Copy out all lines from the entries below in which "Rosary" occurs.
──────────────────────────────
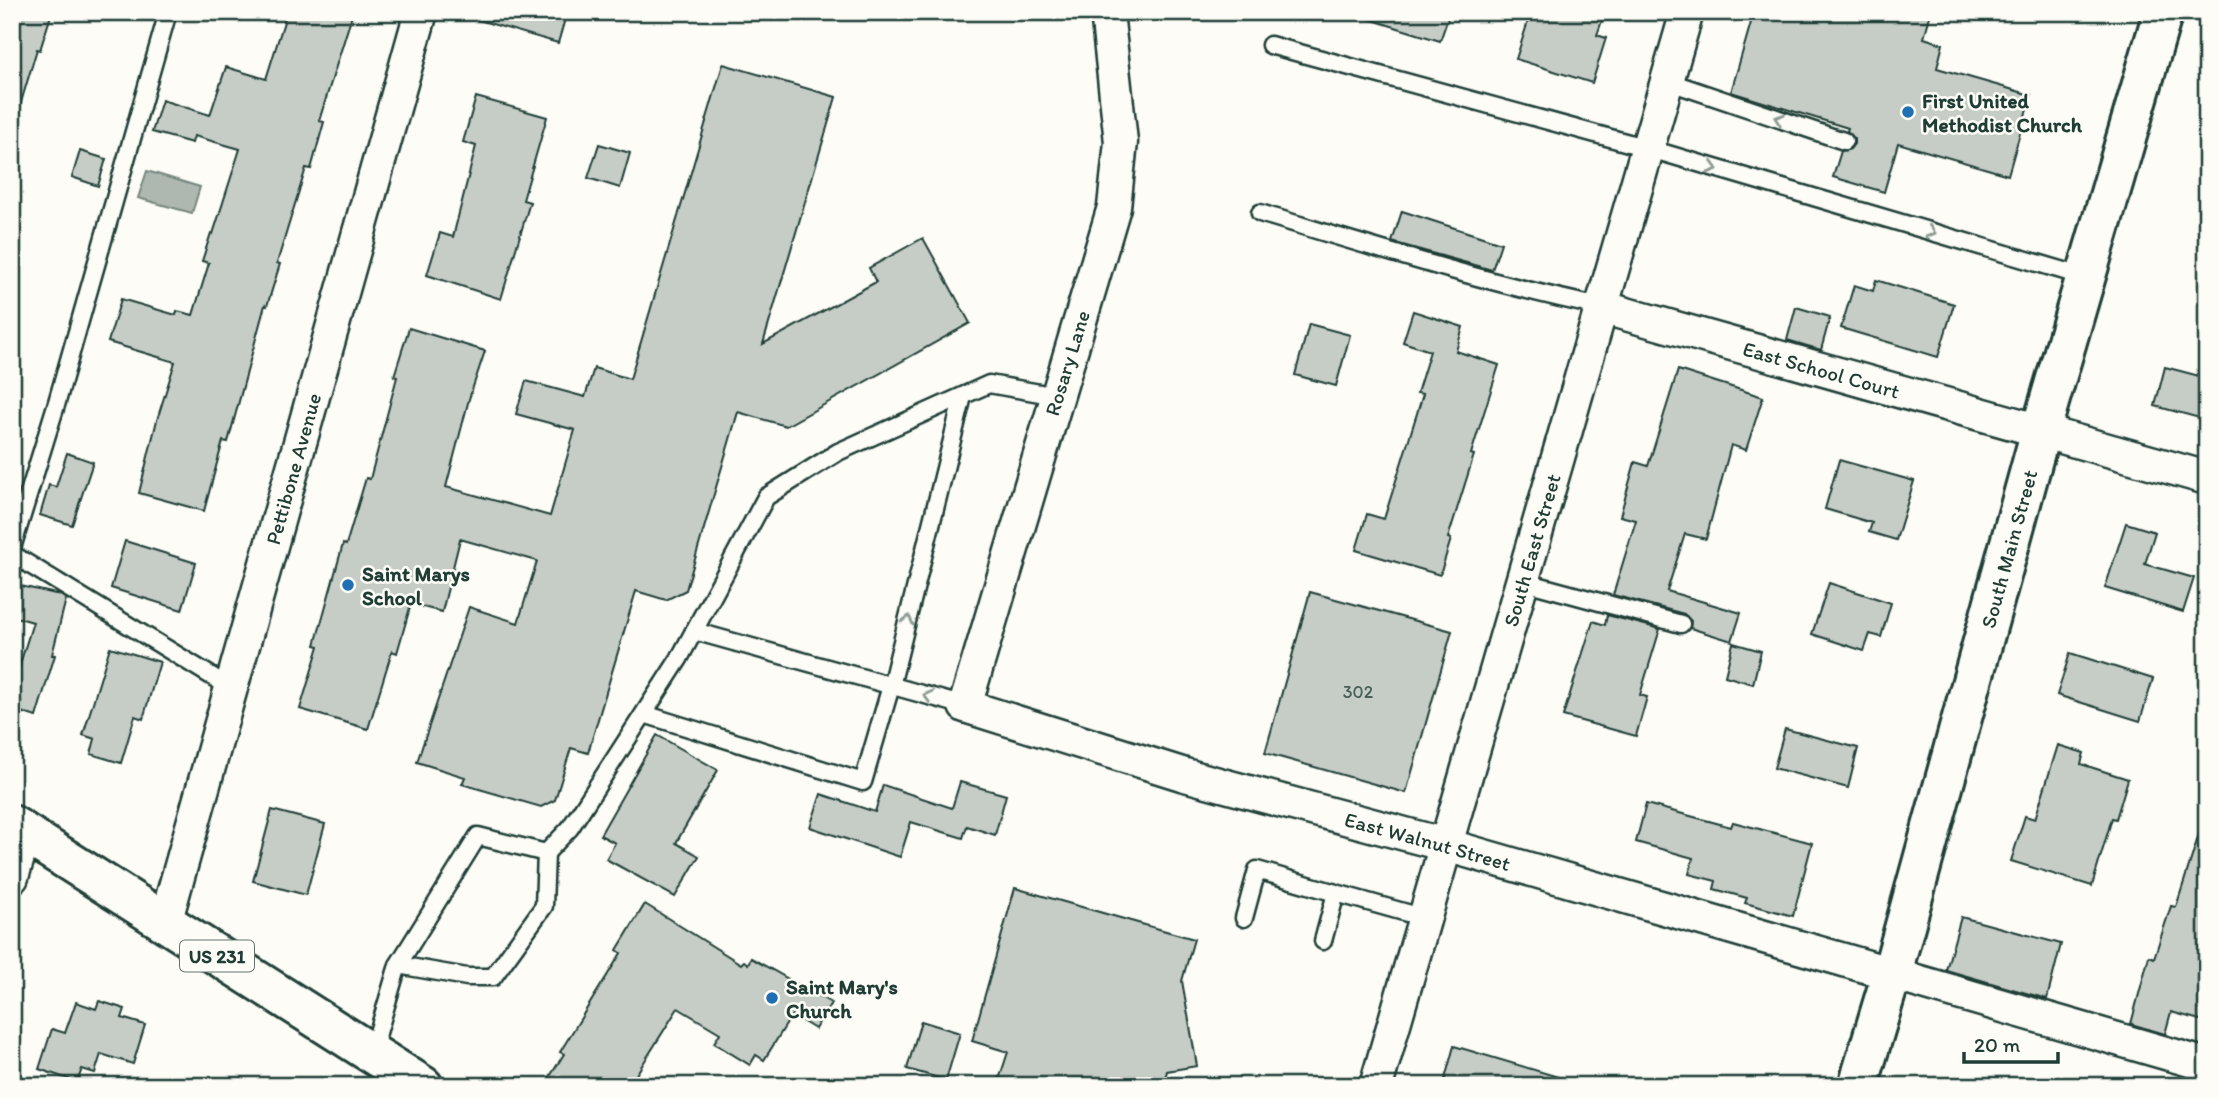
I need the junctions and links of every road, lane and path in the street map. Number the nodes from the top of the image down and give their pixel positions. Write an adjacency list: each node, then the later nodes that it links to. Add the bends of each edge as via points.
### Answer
1 (168, 12): 17 (lane)
2 (421, 12): 23 (street, Pettibone Avenue)
3 (1107, 12): 14 (street, Rosary Lane, via 1121,142 1114,206)
4 (1687, 12): 7 (street, South East Street)
5 (2163, 12): 11 (street, South Main Street)
6 (1270, 45): 9 (lane)
7 (1667, 81): 8 (lane, one-way to 7); 9 (street, South East Street)
8 (1844, 141)
9 (1647, 148): 11 (lane, one-way to 11); 12 (street, South East Street)
10 (1259, 213): 12 (lane, via 1463,274)
11 (2086, 277): 15 (street, South Main Street)
12 (1601, 307): 15 (street, East School Court); 19 (street, South East Street)
13 (963, 396): 14 (lane, via 989,384); 21 (lane, via 838,452 766,497); 22 (lane, one-way to 13)
14 (1057, 396): 24 (street, Rosary Lane)
15 (2041, 430): 16 (street, East School Court); 36 (street, South Main Street)
16 (2207, 478)
17 (12, 548)
18 (12, 554): 23 (lane)
19 (1522, 581): 20 (lane); 27 (street, South East Street)
20 (1681, 624)
21 (694, 631): 22 (lane); 25 (lane)
22 (891, 686): 24 (lane, one-way to 22); 25 (lane, via 863,782)
23 (231, 688): 33 (street, Pettibone Avenue)
24 (965, 706): 27 (street, East Walnut Street, via 1185,775)
25 (643, 714): 28 (lane, via 570,828)
26 (19, 829): 29 (street); 33 (street, US 231)
27 (1446, 845): 31 (street, South East Street); 36 (street, East Walnut Street)
28 (546, 853): 35 (lane, via 478,836); 35 (lane, via 544,906 493,977)
29 (12, 877)
30 (1336, 893): 31 (lane); 32 (lane, via 1257,870); 34 (lane)
31 (1424, 918): 40 (street, South East Street)
32 (1244, 919)
33 (165, 923): 37 (street, US 231)
34 (1323, 941)
35 (398, 965): 37 (lane)
36 (1892, 973): 38 (street, East Walnut Street); 41 (street, South Main Street)
37 (372, 1053): 39 (street, US 231)
38 (2207, 1065)
39 (423, 1086)
40 (1376, 1086)
41 (1858, 1086)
──────────────────────────────
> _Result for this task_
3 (1107, 12): 14 (street, Rosary Lane, via 1121,142 1114,206)
14 (1057, 396): 24 (street, Rosary Lane)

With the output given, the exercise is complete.